O estudo da indumentária não diz respeito apenas à moda. A fusão de indumentária e história não pode ser compreendida como uma novidade. A vestimenta, os símbolos e os objetos estão, há muito tempo, delimitando fronteiras geográficas, classificando castas, caracterizando tribos e ajudando a localizar as sociedades no tempo. A construção da imagem de uma civilização só pode ser feita através da pesquisa de sua origem e do conhecimento de suas peculiaridades.
A indumentária é uma linguagem social que nos fala sobre fenômenos humanos.

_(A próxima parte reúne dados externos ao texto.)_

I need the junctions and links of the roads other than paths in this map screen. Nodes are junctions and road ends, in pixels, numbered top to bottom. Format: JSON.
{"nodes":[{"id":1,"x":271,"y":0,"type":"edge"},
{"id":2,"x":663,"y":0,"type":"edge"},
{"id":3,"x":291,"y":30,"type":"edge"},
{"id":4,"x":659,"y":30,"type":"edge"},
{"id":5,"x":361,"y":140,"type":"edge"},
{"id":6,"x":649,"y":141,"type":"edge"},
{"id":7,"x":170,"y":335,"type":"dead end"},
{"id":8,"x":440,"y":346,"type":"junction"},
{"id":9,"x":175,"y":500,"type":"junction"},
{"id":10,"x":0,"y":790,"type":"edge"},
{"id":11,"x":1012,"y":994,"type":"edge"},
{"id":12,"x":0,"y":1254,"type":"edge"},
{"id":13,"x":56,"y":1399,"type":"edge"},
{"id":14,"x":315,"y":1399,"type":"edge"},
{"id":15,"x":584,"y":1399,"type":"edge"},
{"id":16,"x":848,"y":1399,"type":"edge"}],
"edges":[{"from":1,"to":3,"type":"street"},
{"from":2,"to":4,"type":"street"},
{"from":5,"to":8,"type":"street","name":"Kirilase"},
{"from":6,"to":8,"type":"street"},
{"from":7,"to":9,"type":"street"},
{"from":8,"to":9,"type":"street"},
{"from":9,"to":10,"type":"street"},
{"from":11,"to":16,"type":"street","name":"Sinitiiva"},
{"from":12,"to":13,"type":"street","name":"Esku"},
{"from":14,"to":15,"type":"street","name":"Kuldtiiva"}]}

Ela pode resultar de fatores naturais, como clima e região, ou pode carregar as marcas de valores religiosos e rituais. A resistência em compreendê-la como uma tecnologia possível e eminente, não a apaga dos registros historiográficos e etnográficos.
Aqui, tomamos como exemplo a análise da indumentária da população de origem africana que habitava o Rio de Janeiro do século XIX, pelos registros visuais feitos pelo pintor Jean-Baptiste Debret, e a contribuição da leitura de sua obra para decifrar os códigos da vestimenta desta camada da sociedade.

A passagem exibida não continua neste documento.